Semantics? While understanding other people you can't see with a few sentences leaves a lot of room for interpretation, what you said seemed to imply that you were finding notes that would enable high returns recently without jumping on the 'dump times', which with my limited experience would seem to require mostly E, F and G notes, and you said you don't use an automated service. Over the last two weeks, using frequent random look-ins, I see generally 30-50 notes, most of which are A or B grade (which wouldn't support a 15% return), very few notes past a D, and the E-G notes I've seen had very low FICO, very low income, 3 or more inquiries, several recent deliquencies, numerous public records or some other serious defect that statistically would seem to indicate a high default rate, which would likely dip you well under 15%.
I think the gist of it is that I hardly see ANY notes in a range that would sustain a high rate of return, let alone finding them without 'extreme difficulty'. I had good luck this morning in the 60 seconds some notes were available at the 9am drop time, but I'd actually term the ability to find E-G notes at all the last few weeks to be 'nearly impossible'. Of the bunch I managed to buy this morning, only one was an E, one D, and the rest C and above.
So I'm guessing you're A) putting high 3, 4 or 5 figure amounts into each note, B) buying and selling on the secondary market and getting some great discounts, C) you're accidentally buying new notes in the one minute after the drop time when decent ones are still available on a persistent basis, D) you've developed your own automated system (which I've considered, although the last time I coded I was excited about PL/1 because it was so much better than Fortran), or E) you're a statistical anomaly.
There is also another option, which is one I weigh frequently. In mutual funds, actively managed funds always trail index funds over the long haul, and the number of managed funds that do exceed their index for more than a few years is much lower than it should be, given even a random distribution. As William Bernstein noted, monkeys throwing darts at the Wall Street Journal's stock page would give better results on a random basis than we see from 'investing professionals'. Much like that, the % of LC investors with high rates of return is lower than it should be, indicating that like many investments, a person trying to employ strategies does worse than someone buying a big diversified bucket of a product and then doing nothing with it. Some LC reps have implied that to me, saying that most large investors trust LC's vetting process and just buy on grade. Given that my analysis of prior results as a predictor of future results tells me that most of the data people go on is at best a bit skimpy and was effected by situational influences unlikely to repeat, it seems there is a great analog between stock market performance and loan return performance in terms of guessing where a stock/loan is going to go.

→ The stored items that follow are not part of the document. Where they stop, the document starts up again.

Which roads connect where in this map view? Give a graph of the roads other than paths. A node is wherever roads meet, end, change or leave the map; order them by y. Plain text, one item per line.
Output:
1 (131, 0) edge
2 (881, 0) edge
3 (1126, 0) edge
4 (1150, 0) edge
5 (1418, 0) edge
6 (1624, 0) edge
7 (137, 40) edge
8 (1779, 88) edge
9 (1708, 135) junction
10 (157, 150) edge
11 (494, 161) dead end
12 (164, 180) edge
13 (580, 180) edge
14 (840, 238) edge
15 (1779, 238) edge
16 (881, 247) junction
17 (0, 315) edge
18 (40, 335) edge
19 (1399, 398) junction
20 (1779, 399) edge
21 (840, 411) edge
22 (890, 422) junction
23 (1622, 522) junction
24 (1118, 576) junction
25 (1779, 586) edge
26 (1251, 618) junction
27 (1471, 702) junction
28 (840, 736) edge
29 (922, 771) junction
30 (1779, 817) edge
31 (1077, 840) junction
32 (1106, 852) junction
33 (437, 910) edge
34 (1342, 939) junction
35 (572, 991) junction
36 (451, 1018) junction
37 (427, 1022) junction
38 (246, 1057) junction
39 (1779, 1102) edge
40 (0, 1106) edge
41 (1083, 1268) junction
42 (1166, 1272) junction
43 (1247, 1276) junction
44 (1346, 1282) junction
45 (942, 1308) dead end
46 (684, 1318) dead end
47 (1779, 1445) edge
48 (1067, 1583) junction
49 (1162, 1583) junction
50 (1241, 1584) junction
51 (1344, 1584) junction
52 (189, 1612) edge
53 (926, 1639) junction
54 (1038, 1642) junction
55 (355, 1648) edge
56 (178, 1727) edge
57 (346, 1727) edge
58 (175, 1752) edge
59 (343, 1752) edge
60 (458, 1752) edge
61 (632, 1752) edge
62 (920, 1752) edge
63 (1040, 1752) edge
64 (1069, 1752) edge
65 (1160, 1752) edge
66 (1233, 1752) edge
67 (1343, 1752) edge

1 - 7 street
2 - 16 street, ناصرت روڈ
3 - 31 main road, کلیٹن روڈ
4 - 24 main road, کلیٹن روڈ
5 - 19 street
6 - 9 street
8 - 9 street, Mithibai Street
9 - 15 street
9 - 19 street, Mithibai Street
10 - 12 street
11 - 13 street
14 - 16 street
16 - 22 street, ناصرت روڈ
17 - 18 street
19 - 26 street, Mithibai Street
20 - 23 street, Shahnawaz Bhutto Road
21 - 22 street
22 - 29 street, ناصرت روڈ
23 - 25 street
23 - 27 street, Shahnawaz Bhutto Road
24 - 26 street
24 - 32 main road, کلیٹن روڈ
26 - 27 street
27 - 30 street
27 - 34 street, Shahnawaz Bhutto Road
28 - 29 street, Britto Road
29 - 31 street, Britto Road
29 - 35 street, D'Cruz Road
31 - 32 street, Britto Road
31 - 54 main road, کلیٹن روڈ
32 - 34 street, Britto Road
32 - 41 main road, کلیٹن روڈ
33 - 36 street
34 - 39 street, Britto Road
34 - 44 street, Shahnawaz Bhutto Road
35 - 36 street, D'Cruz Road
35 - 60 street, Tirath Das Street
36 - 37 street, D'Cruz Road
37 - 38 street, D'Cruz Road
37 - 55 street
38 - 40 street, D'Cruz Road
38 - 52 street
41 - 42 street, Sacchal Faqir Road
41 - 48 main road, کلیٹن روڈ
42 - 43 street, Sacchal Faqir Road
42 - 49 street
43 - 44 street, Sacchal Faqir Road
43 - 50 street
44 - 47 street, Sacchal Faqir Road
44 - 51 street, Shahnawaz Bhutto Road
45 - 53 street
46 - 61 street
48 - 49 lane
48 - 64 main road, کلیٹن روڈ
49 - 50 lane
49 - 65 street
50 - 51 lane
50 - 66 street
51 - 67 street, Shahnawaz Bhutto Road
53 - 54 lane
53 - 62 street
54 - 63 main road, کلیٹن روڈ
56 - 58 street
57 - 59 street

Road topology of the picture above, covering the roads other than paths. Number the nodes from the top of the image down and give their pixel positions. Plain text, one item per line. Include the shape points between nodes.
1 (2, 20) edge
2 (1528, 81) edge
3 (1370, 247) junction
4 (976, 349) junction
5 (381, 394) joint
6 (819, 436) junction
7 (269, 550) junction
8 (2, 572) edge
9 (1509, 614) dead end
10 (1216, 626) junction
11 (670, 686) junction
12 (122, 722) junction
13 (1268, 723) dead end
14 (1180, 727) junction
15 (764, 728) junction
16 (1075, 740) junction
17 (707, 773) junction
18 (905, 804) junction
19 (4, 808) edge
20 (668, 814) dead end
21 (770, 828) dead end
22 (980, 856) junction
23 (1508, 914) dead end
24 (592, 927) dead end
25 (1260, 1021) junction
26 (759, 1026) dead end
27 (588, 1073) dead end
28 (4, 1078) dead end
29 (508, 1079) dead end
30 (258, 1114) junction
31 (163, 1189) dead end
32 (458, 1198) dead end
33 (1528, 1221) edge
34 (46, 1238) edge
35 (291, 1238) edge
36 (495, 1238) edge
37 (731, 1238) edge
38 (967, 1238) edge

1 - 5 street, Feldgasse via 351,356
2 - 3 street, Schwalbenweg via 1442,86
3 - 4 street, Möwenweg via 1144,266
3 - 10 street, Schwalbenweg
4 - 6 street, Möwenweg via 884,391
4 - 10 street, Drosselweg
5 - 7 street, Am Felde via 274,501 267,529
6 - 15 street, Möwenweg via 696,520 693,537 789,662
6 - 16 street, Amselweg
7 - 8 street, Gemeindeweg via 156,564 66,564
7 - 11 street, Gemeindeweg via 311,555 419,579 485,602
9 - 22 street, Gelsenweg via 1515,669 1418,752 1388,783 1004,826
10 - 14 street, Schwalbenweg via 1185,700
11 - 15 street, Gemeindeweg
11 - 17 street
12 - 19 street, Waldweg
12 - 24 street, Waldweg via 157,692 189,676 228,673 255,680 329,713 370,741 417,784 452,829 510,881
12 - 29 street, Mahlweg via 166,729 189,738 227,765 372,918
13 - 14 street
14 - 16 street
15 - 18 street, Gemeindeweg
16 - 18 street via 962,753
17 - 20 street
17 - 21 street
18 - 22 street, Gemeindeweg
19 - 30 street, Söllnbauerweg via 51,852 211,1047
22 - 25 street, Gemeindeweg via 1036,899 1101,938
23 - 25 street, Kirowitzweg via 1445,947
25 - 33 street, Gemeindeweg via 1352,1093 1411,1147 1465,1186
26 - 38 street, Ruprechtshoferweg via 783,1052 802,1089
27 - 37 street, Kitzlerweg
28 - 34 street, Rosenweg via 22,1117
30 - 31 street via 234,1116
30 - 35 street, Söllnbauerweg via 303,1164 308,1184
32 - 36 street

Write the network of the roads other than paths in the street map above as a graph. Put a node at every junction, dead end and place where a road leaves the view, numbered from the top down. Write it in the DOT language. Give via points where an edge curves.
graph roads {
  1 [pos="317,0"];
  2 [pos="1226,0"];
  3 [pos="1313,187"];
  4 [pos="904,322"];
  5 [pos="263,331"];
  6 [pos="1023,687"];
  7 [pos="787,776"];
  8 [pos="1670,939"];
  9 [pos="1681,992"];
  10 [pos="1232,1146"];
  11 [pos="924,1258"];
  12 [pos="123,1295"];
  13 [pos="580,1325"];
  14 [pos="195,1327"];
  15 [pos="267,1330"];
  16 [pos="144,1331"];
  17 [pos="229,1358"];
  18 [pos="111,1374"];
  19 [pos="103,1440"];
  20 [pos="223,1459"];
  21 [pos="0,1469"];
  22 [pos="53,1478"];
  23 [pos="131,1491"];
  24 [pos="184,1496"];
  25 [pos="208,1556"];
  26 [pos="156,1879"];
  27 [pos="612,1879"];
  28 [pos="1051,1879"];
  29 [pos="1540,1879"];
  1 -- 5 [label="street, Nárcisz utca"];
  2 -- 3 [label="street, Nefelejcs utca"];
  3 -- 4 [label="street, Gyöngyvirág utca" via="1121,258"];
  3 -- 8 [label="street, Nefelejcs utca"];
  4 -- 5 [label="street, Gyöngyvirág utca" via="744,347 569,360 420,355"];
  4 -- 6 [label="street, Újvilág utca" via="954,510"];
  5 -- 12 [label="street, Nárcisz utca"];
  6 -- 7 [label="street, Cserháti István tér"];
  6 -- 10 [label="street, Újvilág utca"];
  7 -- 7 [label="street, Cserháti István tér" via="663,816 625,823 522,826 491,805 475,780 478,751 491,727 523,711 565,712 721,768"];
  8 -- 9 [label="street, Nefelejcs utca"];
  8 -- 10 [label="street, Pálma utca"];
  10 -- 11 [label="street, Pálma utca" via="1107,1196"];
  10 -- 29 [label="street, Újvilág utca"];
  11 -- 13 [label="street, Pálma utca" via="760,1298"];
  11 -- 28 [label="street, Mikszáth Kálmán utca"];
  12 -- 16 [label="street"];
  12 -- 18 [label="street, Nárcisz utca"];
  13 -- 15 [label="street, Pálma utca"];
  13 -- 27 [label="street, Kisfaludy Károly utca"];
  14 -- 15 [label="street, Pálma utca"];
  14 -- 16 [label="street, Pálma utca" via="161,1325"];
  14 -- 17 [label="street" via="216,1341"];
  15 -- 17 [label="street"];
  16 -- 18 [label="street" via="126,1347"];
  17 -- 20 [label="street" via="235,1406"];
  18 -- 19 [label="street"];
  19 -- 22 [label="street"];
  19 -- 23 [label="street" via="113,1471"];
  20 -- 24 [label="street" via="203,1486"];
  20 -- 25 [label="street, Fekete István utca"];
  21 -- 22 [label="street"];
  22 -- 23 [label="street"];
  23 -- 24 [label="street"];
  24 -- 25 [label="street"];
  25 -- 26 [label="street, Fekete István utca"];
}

With all that in mind, it seems the wisest choice would be to A) put your money to work, B) diversify, and C) buy every E and F note you see, as G's high default rate drag their end returns to below E's and F's, and D) don't bother looking at anything else and when something goes wrong with a note, just stand there and do nothing. But historically, that wouldn't give you 15%, but closer to 12.5 to 13.5, which is exactly where my returns are with a couple of thousand notes over 18 months. Although my results are dragged down from buying B's and C's to get a lot of capital deployed in a short time. I expect my returns to move higher as the composition of my portfolio shifts from heavy B/C/D to D/E/F.
I think its also interesting to note that high return investors tend to do better with G's when holding fewer, higher amount notes, so I'll go out on a limb and guess that your strategy is to buy all and F notes, and put a lot of $$$ into them, and you've been slightly lucky or found one or two things to filter on that have been effective the last 3 years, but may not work for the next 3.
All this is very interesting and I'm really glad to have found people willing to talk about what they're doing. My LC "experiment" has proven to be a very educational and very interesting endeavor.